Saturday, January 31, 2026

The Hotel Room

I move from bed to chair to toilet. I take occasional walks from one end of the room to the other. I do foot pumps every hour or so in bed. Dave helps me change the abdominal bandages that collect the drainage under my arms (where the incisions are still the most open). I go from swollen to itchy and back. I take pain meds, alternating 325 mg acetaminophen without codeine and 300 mg acetaminophen with 30 mg codeine. I don't like the way the codeine makes me feel, but it is an effective pain reliever. 

When the swelling gets too bad, I use an ice pack, studiously avoiding the grafted areas. 

I take my vitamins in the morning with my high blood pressure medication. I take some kind of pain killer every four hours or so.

It's drizzling out. Yesterday it actually rained for awhile. 

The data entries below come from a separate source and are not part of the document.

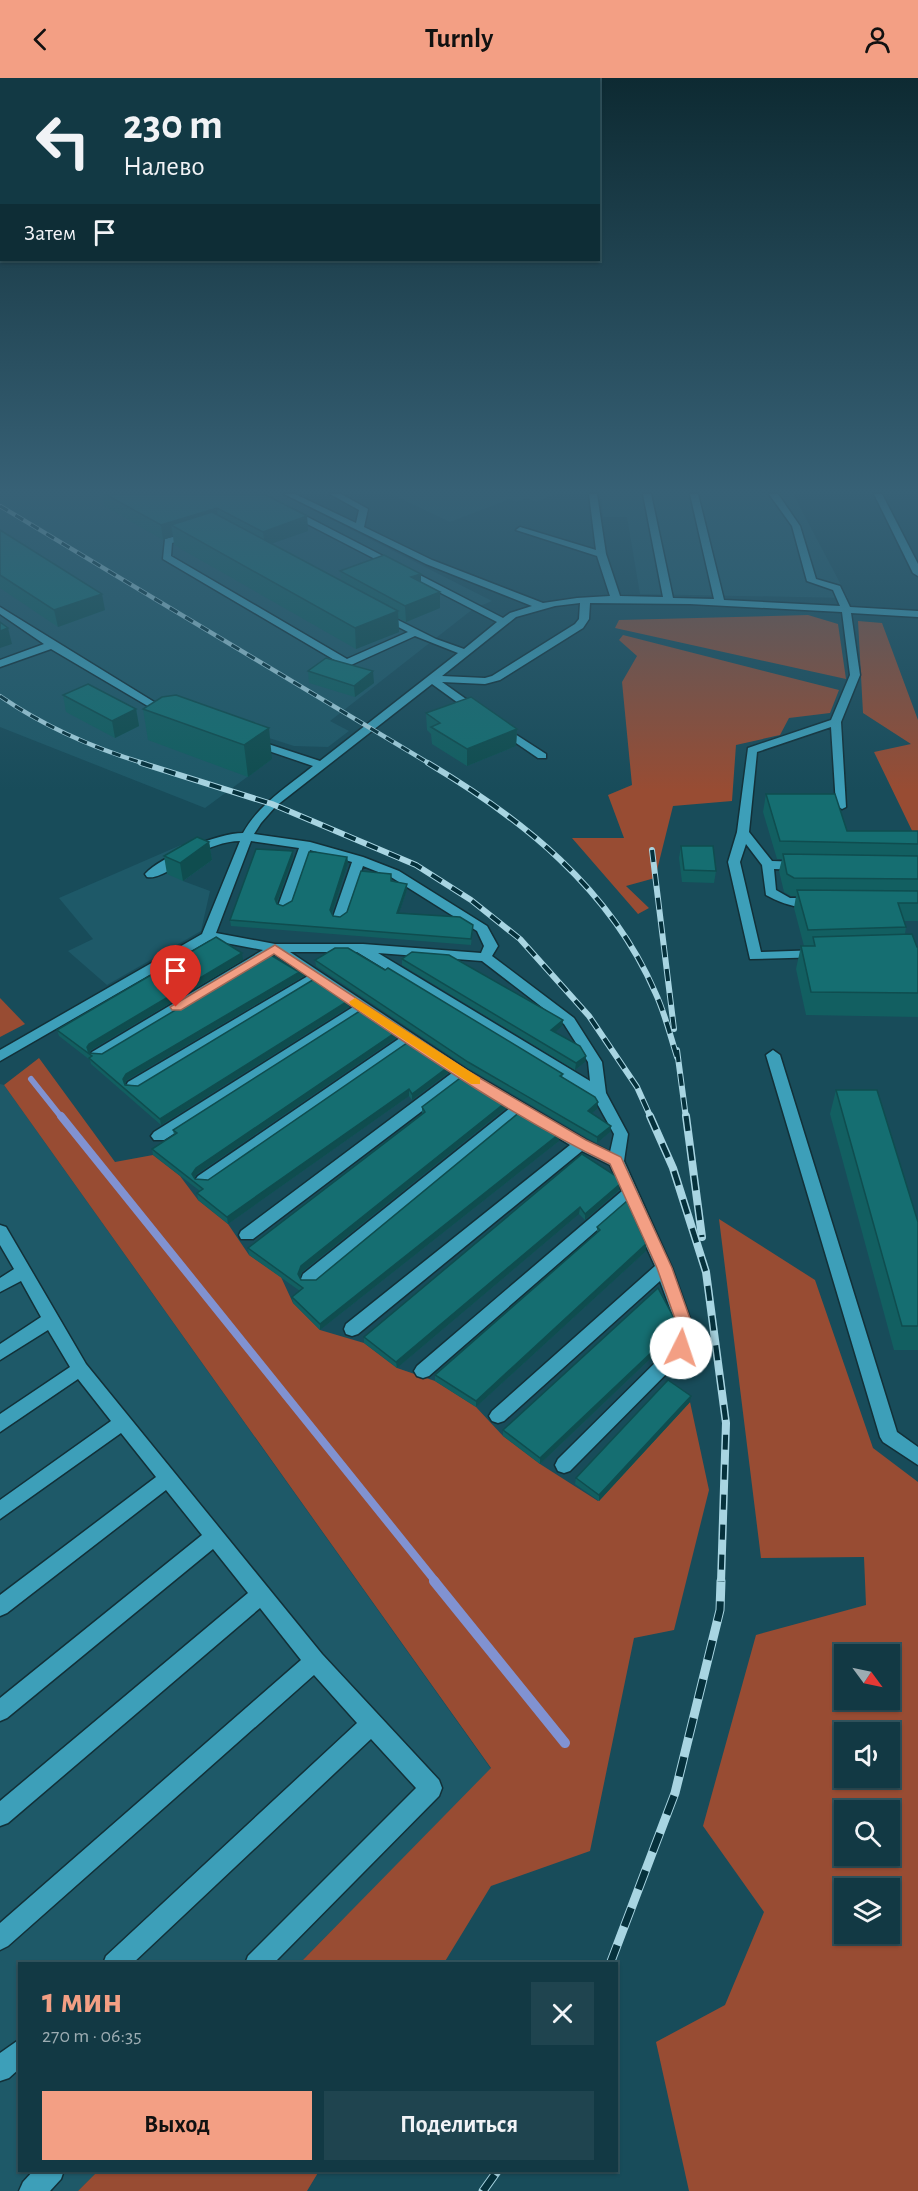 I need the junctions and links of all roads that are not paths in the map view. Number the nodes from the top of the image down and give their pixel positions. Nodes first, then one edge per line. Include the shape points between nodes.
1 (226, 593) edge
2 (447, 593) edge
3 (508, 593) edge
4 (613, 593) edge
5 (667, 593) edge
6 (718, 593) edge
7 (839, 593) edge
8 (585, 600) junction
9 (615, 600) junction
10 (669, 601) junction
11 (720, 602) junction
12 (542, 606) junction
13 (846, 609) junction
14 (0, 610) edge
15 (372, 610) edge
16 (918, 614) edge
17 (502, 621) junction
18 (414, 633) junction
19 (52, 645) junction
20 (464, 652) junction
21 (0, 664) edge
22 (430, 678) junction
23 (183, 718) edge
24 (836, 722) junction
25 (238, 737) edge
26 (542, 756) dead end
27 (320, 765) junction
28 (842, 805) dead end
29 (742, 832) junction
30 (247, 837) junction
31 (306, 845) junction
32 (359, 860) junction
33 (768, 865) junction
34 (814, 866) edge
35 (151, 874) dead end
36 (835, 902) edge
37 (284, 906) edge
38 (339, 917) edge
39 (207, 936) junction
40 (275, 948) junction
41 (360, 948) junction
42 (836, 953) edge
43 (485, 957) junction
44 (316, 977) junction
45 (363, 1007) junction
46 (411, 1037) junction
47 (97, 1055) edge
48 (773, 1055) dead end
49 (0, 1056) edge
50 (462, 1073) junction
51 (133, 1086) edge
52 (599, 1093) junction
53 (520, 1108) junction
54 (159, 1136) dead end
55 (581, 1144) junction
56 (616, 1161) junction
57 (203, 1180) edge
58 (631, 1192) junction
59 (0, 1230) edge
60 (247, 1235) dead end
61 (664, 1268) junction
62 (24, 1271) junction
63 (309, 1279) edge
64 (0, 1286) edge
65 (50, 1320) junction
66 (352, 1329) dead end
67 (0, 1353) edge
68 (80, 1369) junction
69 (423, 1371) dead end
70 (498, 1416) dead end
71 (122, 1423) junction
72 (0, 1424) edge
73 (918, 1457) edge
74 (564, 1465) dead end
75 (167, 1479) junction
76 (0, 1511) edge
77 (214, 1537) junction
78 (261, 1595) junction
79 (0, 1607) edge
80 (315, 1661) junction
81 (0, 1711) edge
82 (371, 1724) junction
83 (0, 1815) edge
84 (0, 1938) edge
85 (116, 1962) edge
86 (258, 1962) edge
87 (18, 2053) edge
88 (0, 2069) edge
89 (50, 2172) edge
90 (32, 2191) edge

1 - 18 street via 346,663
2 - 17 street
3 - 12 street
4 - 9 street
5 - 10 street
6 - 11 street
7 - 13 street
8 - 9 street
8 - 12 street
8 - 22 street via 585,619 579,626 496,678 471,682
9 - 10 street
10 - 11 street
11 - 13 street
12 - 17 street
13 - 16 street
13 - 24 street via 855,675
14 - 19 street
15 - 18 street
17 - 20 street
18 - 20 street
19 - 21 street
19 - 23 street via 161,711
20 - 22 street
22 - 26 street
22 - 27 street
24 - 28 street
24 - 29 street via 752,750
25 - 27 street
27 - 30 street via 272,804
29 - 33 street
29 - 42 street via 734,862 755,956
30 - 31 street
30 - 35 street via 213,841
30 - 39 street
31 - 32 street
31 - 37 street
32 - 38 street
32 - 43 street via 395,874 482,929 491,946
33 - 34 street
33 - 36 street via 770,892 787,902
39 - 40 street
39 - 49 street
40 - 41 street
40 - 44 street
40 - 47 street
41 - 43 street
41 - 52 street
43 - 52 street via 569,1021 595,1062
44 - 45 street
44 - 51 street
45 - 46 street
45 - 54 street
46 - 50 street
46 - 57 street
48 - 73 street via 889,1437
50 - 53 street
50 - 60 street
52 - 56 street via 621,1134
53 - 55 street
53 - 63 street
55 - 56 street
55 - 66 street
56 - 58 street
58 - 61 street
58 - 69 street
59 - 62 street
61 - 70 street
61 - 74 street via 686,1330 681,1348
62 - 64 street
62 - 65 street
65 - 67 street
65 - 68 street
68 - 71 street
68 - 72 street
71 - 75 street
71 - 76 street
75 - 77 street
75 - 79 street
77 - 78 street
77 - 81 street
78 - 80 street
78 - 83 street
80 - 82 street
80 - 84 street
82 - 85 street
82 - 86 street via 431,1788
87 - 88 street
89 - 90 street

We open the door to the balcony--Dave props it open with an empty water bottle--and listen to an unhoused man screaming at everything and nothing and we listen to the traffic, the loud, ugly, sustained honking at the worst of rush hour when people are doing the stupidest things around the construction in front of the hotel.

I took a shower last night, the first since surgery. Dave did most of the work. I mostly stood under the shower with my eyes closed and raised my arms very slightly (I'm not allowed to raise them above my head or to lift more than about 10 pounds)  and let the water run down. After, I changed into a clean nightgown and Dave changed the dressings on my skin grafts. I did not wash my hair yet, so it is a greasy mess.  

It's been cloudy the last couple of days and cold for Miami, 68 degrees, then 62, and tomorrow even lower. The natives don't know what to do when it's this cold. They wander by our window in long sleeves and hoodies and beanies, some in big coats.

I can get in bed on my own (though the hotel bed is about three inches too high to make this easy or comfortable) but I need Dave's help to get out of bed. I'm not supposed to use my arms very much and getting out of bed takes more arm use than getting into bed, surprisingly. 

There are two supermarkets within walking distance, the closest a Trader Joe's across the street from the hotel.  Dave brings relatively healthy things to eat from the grocery store and he makes simple meals in our little kitchen. I've eaten a lot of pre-cooked chicken and baby carrots, sourdough bread and Swiss cheese made into half-sandwiches, half baked potatoes with nothing on them, oatmeal mixed with soymilk and sunflower butter, crackers with avocado mash spread on them. I drink a lot of water.

I take Colace to combat the codeine's effects on my guts. It works.

I use my incentive spirometer a couple of times a day and marvel at how easy it is to breathe at sea level and without the encumbrance of the majority of my breasts. 

Of course the day after surgery, I started my period. It's very light--a perimenopause/menopause period--so I don't have to do too much, but it's just the way of the world, isn't it? Murphy's Menstrual Cycle. 

I'm trying to sleep or rest a lot. But laying in bed gets old. I watch and re-watch Pitch Perfect. I watch and re-watch youtube videos. I tried to turn on the TV in our old room the night before surgery and the commercials were too much for me. I turned it off again and haven't gone back to television. 

The abdominal bandages under my arms still collect drainage, the left side more than the right, a lot more. This afternoon I noticed a slight warm smell to the drainage, so I sent an email to the surgeon's office and we'll see when we get a reply. If it gets worse, I'll text or call her number, but for now we're just monitoring the situation.

Gray Kitty's new best friend sends photos and reports almost every day. He curls up next to her for pets, grouses at her to stir up his food when he pushes it to the side of the bowl. I'm glad he is being well taken care of.